Spacelift Washington Archive

WASHINGTON Ð Dec. 28 Ð In Arthur C. Clarke’s novel “2001: A Space Odyssey” this was to be a year of wonders in space. Instead, as the real 2001 comes to a close, the wonder is that we are all still here. After September 11th, we are constantly told, nothing will ever be the same again. In space issues, that is also true-but not because of the threat of terrorists. But because change can only be held at bay for so long. And in the New Year ahead, change will be coming with a vengeance.

The real 2001 will be forever remembered, as far as space issues are concerned, as the year when space tourism became a fact from fictional tales. That the tourist rode a 40-year old space capsule atop a modified ballistic missile, and that the U.S. government fought his flight at every step says as much about this new era of millionaire tourists as it does about the state of U.S. space policy as it existed in the spring of 2001.

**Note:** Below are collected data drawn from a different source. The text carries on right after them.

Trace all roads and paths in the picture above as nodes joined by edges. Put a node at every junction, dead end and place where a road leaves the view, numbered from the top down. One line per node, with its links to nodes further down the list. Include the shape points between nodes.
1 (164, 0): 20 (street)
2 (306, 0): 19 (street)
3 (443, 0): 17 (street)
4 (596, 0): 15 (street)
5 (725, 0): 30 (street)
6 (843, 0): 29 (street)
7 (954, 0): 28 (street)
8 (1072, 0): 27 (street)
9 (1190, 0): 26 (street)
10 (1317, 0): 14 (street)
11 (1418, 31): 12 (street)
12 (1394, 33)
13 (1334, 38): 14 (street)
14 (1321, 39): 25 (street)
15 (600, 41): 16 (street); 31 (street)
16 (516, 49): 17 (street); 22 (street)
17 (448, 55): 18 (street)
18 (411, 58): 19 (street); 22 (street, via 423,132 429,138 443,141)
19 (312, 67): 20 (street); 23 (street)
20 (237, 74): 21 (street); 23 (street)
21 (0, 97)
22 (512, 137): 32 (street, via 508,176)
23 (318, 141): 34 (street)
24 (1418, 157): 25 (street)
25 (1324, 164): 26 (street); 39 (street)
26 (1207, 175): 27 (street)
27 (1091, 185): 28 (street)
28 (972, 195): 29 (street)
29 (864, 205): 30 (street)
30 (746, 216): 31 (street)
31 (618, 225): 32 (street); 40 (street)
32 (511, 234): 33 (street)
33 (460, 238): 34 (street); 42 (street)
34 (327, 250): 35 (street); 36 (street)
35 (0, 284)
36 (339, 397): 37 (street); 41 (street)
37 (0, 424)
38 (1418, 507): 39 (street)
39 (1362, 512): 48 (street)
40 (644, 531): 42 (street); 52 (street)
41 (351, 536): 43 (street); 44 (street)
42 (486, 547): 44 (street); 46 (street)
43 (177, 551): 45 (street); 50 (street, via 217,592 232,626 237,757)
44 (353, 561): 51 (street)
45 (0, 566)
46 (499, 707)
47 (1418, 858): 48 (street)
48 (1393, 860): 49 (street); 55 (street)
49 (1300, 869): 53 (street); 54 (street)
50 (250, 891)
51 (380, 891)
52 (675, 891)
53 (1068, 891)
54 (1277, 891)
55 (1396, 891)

Tito forged change, though, in the sense that his flight moved all of the parties into a more cooperative, deliberative framework for space tourism to the ISS. Mark Shuttleworth will be the first test of that new framework when he flies next year. But in a larger sense it will take more substantive policy changes to help foster that struggling industry, such as more funding for RLV work inside and outside SLI, and possible legislative fixes for entrepreneurial activity such as tax-free bonds.

But those are issues for 2002.

For this year, while the expedition and shuttle astronauts continued to work away as constructing the orbiting outpost, its management and budget became the focus of major attempts at change within the space agency itself. A. Thomas Young’s panel set out a framework for solving some of the station’s problems. And the end of the Goldin era at NASA set out the rest of the change that is needed.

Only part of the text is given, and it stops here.